↓↓↓

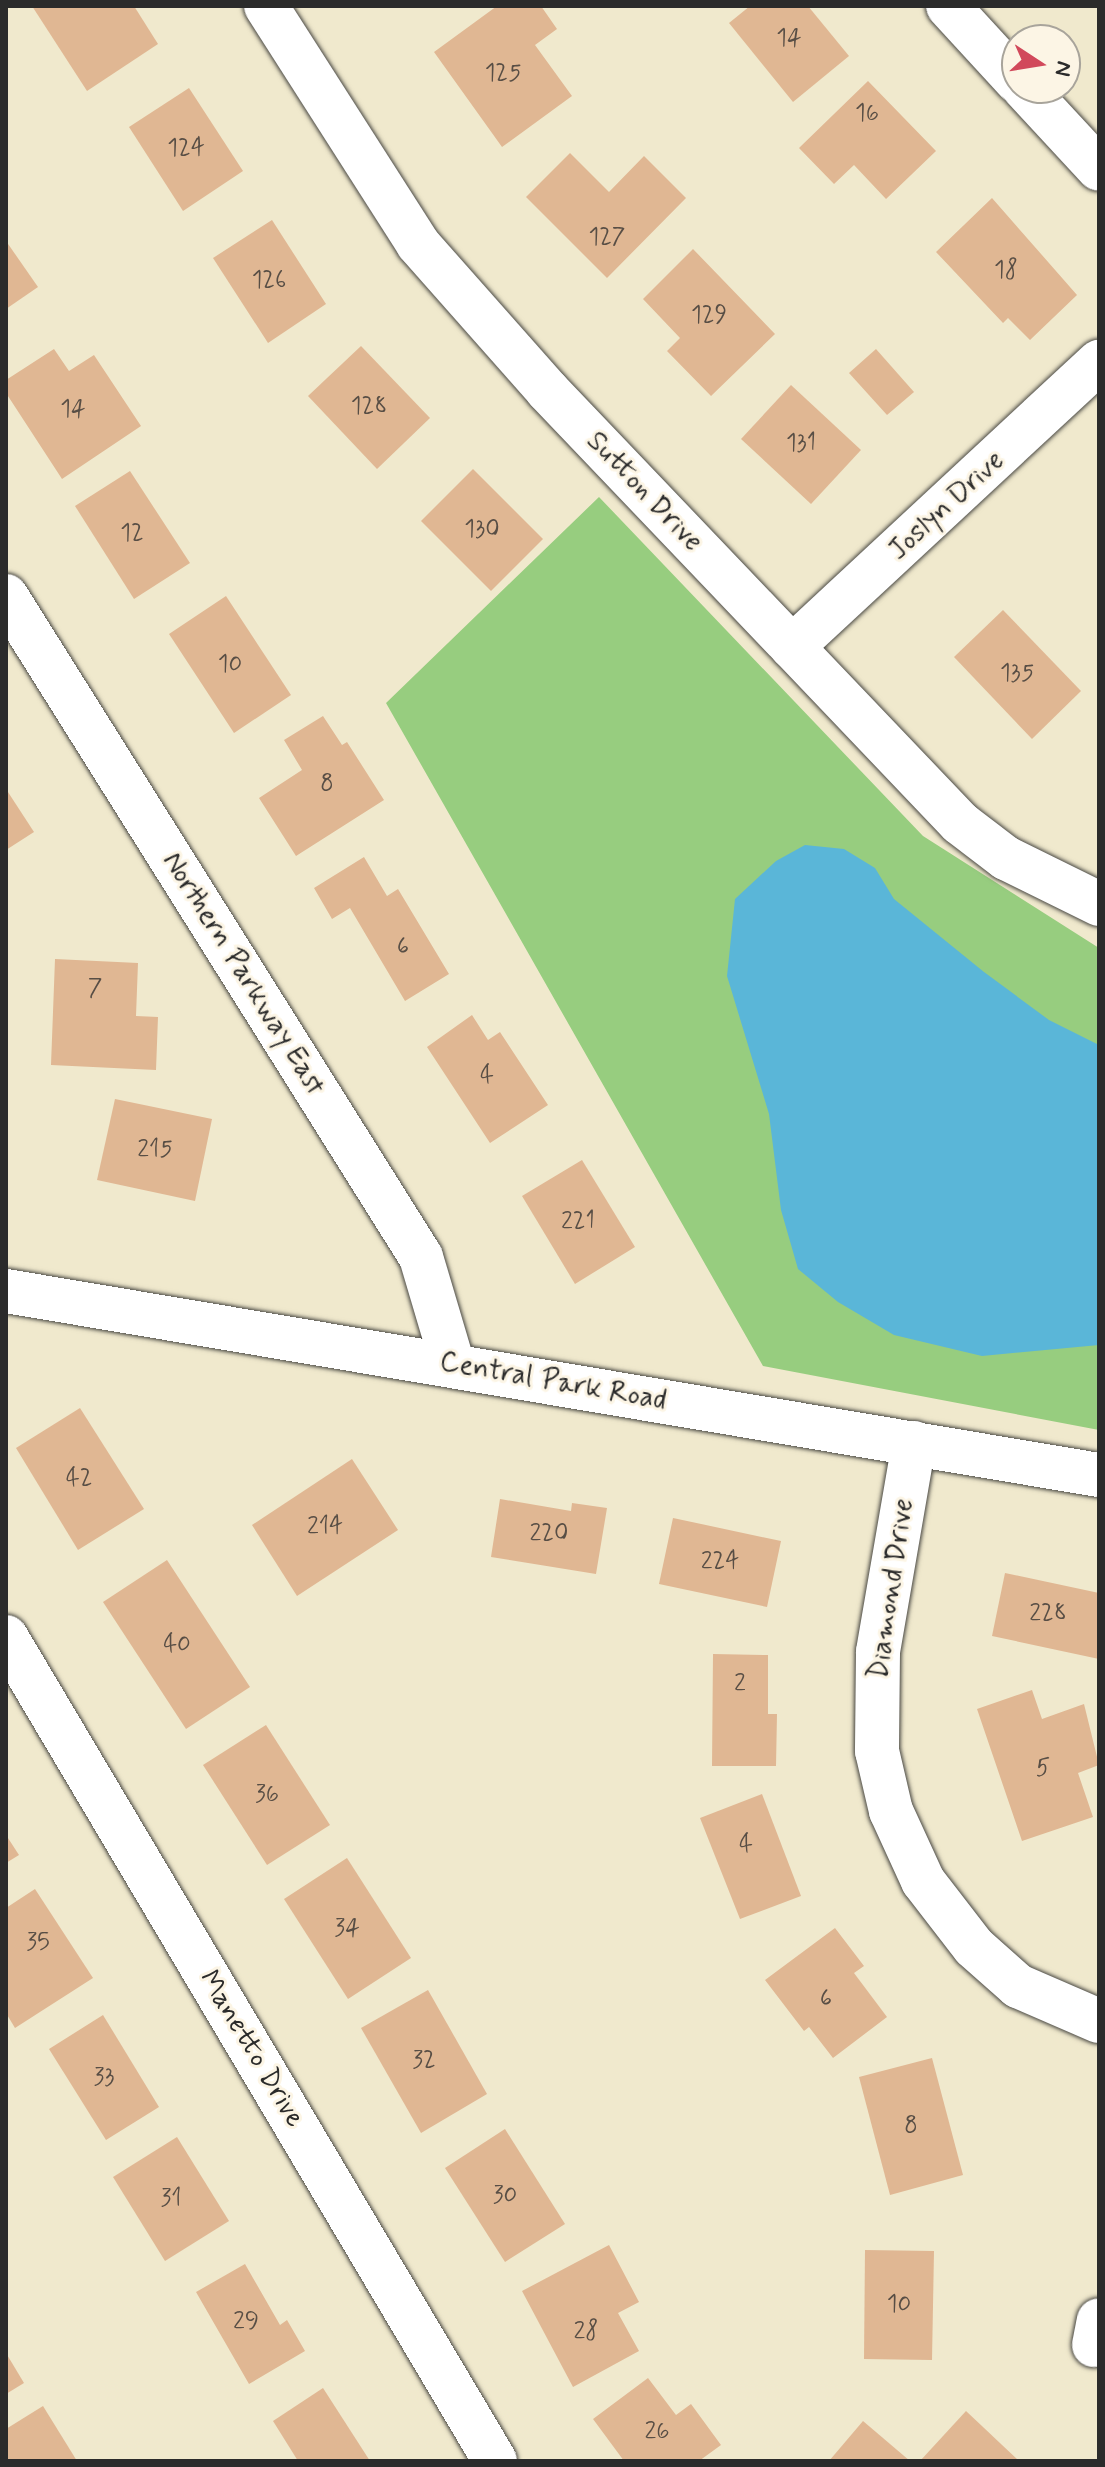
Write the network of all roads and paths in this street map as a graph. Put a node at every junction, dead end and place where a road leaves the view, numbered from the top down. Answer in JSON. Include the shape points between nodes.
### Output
{"nodes":[{"id":1,"x":266,"y":6,"type":"edge"},
{"id":2,"x":948,"y":6,"type":"edge"},
{"id":3,"x":1001,"y":64,"type":"edge"},
{"id":4,"x":1039,"y":104,"type":"edge"},
{"id":5,"x":1099,"y":169,"type":"edge"},
{"id":6,"x":1099,"y":362,"type":"edge"},
{"id":7,"x":6,"y":596,"type":"edge"},
{"id":8,"x":792,"y":647,"type":"junction"},
{"id":9,"x":1099,"y":904,"type":"edge"},
{"id":10,"x":6,"y":1291,"type":"edge"},
{"id":11,"x":453,"y":1365,"type":"junction"},
{"id":12,"x":914,"y":1443,"type":"junction"},
{"id":13,"x":1099,"y":1475,"type":"edge"},
{"id":14,"x":6,"y":1637,"type":"edge"},
{"id":15,"x":1099,"y":2021,"type":"edge"},
{"id":16,"x":495,"y":2461,"type":"edge"}],
"edges":[{"from":1,"to":8,"type":"street","name":"Sutton Drive","via":[[418,244],[547,390]]},
{"from":2,"to":3,"type":"street"},
{"from":4,"to":5,"type":"street"},
{"from":6,"to":8,"type":"street","name":"Joslyn Drive"},
{"from":7,"to":11,"type":"street","name":"Northern Parkway East","via":[[421,1257]]},
{"from":8,"to":9,"type":"street","name":"Sutton Drive","via":[[960,823],[1006,858]]},
{"from":10,"to":11,"type":"street","name":"Central Park Road"},
{"from":11,"to":12,"type":"street","name":"Central Park Road"},
{"from":12,"to":13,"type":"street","name":"Central Park Road"},
{"from":12,"to":15,"type":"street","name":"Diamond Drive","via":[[878,1652],[877,1751],[891,1811],[923,1881],[974,1947],[1018,1986]]},
{"from":14,"to":16,"type":"street","name":"Manetto Drive"}]}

↑↑↑

**Exercise:** The lines to return are those in the entries above that include "Central".

**Your response:**
{"from":10,"to":11,"type":"street","name":"Central Park Road"},
{"from":11,"to":12,"type":"street","name":"Central Park Road"},
{"from":12,"to":13,"type":"street","name":"Central Park Road"},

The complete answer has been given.